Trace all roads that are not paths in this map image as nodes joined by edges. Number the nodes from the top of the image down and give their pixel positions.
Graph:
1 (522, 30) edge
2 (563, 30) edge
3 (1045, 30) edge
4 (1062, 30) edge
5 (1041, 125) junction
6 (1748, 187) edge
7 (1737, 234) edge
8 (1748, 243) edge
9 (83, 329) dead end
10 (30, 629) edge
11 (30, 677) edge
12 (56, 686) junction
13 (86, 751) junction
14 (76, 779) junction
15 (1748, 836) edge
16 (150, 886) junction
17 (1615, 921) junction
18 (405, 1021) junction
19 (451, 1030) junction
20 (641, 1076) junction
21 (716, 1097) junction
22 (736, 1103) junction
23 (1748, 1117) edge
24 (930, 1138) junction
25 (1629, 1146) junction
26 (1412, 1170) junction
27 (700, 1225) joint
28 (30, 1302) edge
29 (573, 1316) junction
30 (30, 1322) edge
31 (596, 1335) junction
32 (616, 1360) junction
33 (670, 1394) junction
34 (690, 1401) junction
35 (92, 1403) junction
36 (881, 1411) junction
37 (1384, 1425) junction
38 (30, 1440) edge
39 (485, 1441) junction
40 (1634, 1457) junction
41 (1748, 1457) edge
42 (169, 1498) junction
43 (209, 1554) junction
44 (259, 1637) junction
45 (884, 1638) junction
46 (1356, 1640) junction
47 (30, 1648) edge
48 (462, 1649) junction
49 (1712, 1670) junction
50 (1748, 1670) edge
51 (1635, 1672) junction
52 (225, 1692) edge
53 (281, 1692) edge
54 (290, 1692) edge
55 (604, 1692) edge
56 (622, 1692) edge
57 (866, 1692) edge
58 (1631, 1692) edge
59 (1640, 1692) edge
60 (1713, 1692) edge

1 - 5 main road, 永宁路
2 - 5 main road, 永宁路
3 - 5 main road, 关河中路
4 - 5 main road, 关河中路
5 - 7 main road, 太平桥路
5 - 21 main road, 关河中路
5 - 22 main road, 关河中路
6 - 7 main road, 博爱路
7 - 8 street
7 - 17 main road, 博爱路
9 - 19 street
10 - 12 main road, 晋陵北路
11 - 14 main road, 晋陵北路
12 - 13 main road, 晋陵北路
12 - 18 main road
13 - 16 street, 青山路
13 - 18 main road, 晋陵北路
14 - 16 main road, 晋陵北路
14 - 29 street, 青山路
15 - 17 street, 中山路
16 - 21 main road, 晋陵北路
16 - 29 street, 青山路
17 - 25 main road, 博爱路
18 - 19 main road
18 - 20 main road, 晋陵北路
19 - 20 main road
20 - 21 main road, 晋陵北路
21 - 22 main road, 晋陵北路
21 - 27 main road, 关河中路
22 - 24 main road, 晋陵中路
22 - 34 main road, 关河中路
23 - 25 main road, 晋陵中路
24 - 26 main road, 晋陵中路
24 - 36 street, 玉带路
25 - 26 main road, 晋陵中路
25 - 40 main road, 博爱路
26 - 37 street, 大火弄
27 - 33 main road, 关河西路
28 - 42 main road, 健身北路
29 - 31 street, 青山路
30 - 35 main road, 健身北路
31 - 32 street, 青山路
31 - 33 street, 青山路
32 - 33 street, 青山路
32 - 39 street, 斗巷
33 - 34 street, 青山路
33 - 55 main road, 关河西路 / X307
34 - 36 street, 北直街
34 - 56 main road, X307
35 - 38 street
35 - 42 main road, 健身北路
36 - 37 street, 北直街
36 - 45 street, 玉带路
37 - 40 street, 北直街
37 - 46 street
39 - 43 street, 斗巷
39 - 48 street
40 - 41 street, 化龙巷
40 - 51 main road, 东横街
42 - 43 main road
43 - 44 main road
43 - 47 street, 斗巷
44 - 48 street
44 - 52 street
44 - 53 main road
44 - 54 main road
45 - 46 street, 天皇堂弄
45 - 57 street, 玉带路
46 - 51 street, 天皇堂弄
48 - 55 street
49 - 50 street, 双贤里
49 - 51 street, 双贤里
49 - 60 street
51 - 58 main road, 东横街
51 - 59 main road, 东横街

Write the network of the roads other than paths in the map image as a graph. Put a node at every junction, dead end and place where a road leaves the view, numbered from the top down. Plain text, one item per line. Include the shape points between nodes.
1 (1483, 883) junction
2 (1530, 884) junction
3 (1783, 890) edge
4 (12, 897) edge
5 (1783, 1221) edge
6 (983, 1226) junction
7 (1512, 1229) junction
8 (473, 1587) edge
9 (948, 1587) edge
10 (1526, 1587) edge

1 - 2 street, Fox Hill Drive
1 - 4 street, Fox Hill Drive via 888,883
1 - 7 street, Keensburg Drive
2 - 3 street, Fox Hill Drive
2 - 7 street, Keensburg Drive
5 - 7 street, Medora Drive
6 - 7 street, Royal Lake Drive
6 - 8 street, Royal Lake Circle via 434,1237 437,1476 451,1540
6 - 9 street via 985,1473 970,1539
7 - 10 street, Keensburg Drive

**Task item:** Each line of the entries where the string "Keensburg" occurs should be shown.

**Your response:**
1 - 7 street, Keensburg Drive
2 - 7 street, Keensburg Drive
7 - 10 street, Keensburg Drive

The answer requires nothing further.